I didn’t realize how heavy all those trails at the bottom were until I cut them off. Tucson isn’t ideal for fleshy succulents (we can get a freeze in winter and it’s blasted hot and sunny in the summer) but most of them do fine in bright shade nonetheless. The plant looks a lot happier already to have a portion of those long stems off!
Me & this Trailing Fishhooks hanging out at my house in Santa Barbara, CA a couple of years ago. Fleshy succulents favor the cooler, coastal California climate which makes senses because their leaves & stems are full of water. You can see how much bluer this plant is here rather than in the southern Arizona desert where I now live. Change in color in plants is due to environmental stress.
How I pruned my trail of fishhooks:
First off, I make sure any plant I’m pruning isn’t stressed (ie: dry) and that my pruners or cutting tools are clean and sharp. Make nice, precise cuts so the health of the plant isn’t compromised.
There was nothing too scientific, exacting or artistic about this pruning job. I wanted the plant up off the floor because it grows so fast, especially in the warmer months. Where a stem is cut, new growth will fork off the bottom and sometimes the middle so I wanted to do a bit of thinning out too. You’ll see this in the video.
I put the stems against the background of the white pillar so you could see where I pruned them. Making a cut just below a leaf/node is best.

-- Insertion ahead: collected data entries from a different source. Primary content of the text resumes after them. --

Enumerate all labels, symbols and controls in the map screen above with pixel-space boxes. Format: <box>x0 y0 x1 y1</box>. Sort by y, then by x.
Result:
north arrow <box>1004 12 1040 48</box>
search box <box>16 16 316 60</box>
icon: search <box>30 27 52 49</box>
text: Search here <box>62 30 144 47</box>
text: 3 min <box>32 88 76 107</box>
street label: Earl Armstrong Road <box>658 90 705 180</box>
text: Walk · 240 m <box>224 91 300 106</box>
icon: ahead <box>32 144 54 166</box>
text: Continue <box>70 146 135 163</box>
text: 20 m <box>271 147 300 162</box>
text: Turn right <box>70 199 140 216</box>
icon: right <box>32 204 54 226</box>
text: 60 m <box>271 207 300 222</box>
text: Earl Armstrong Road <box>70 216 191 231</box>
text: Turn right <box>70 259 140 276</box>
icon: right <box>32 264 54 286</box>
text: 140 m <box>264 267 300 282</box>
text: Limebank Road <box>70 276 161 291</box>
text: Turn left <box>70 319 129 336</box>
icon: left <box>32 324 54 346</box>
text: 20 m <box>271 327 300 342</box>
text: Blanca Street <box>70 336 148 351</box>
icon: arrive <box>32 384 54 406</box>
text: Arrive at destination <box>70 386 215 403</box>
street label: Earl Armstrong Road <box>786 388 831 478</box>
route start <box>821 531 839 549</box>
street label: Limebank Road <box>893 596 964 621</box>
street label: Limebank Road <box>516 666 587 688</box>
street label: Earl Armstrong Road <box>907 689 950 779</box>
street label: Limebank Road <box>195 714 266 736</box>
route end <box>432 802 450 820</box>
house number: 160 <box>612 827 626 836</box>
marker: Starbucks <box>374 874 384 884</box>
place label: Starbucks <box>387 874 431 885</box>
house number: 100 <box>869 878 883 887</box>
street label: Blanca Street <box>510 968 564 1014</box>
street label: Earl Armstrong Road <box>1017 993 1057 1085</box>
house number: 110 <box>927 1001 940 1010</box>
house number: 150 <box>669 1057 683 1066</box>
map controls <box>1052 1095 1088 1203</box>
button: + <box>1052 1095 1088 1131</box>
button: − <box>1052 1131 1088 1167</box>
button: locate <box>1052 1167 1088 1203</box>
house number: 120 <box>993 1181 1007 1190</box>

I use my Fiskar Floral Nips for a project like this because they’re sharp as can be and make clean, precise cuts so all go easier and faster. I’ve used these for years and can highly recommend them for soft-stemmed plants like my String Of Fishhooks.
Succulents can be pruned at any time of year but spring is the best. I avoid winter pruning of these fleshy beauties because the plants are resting.
I don’t cut all the stems so they’re straight across. When those ends start growing & forking off, it can look like a huge blob. That’s why the cuts are staggered. Plus, I like the way this looks better.
Here’s the pile I pruned off this plant. I did a giveaway on my Youtube channel & 3 lucky viewers got quite a few cuttings. Sign up for the newsletter & subscribe to my Youtube channel now; I’ll be doing another giveaway sometime in summer!
My String of Fishhooks Plant In The Coming Months:
Once the new growth starts emerging and growing, I might cut all the older stems off. I’ll see how it’s doing after the hot summer months have passed. One thing I know for sure, I’m keeping up on the pruning so the trails stay at this length. My kitty Riley is happier now too. He can easily run across the patio in pursuit of lizards and snakes without having to detour around the mass of trails on the ground!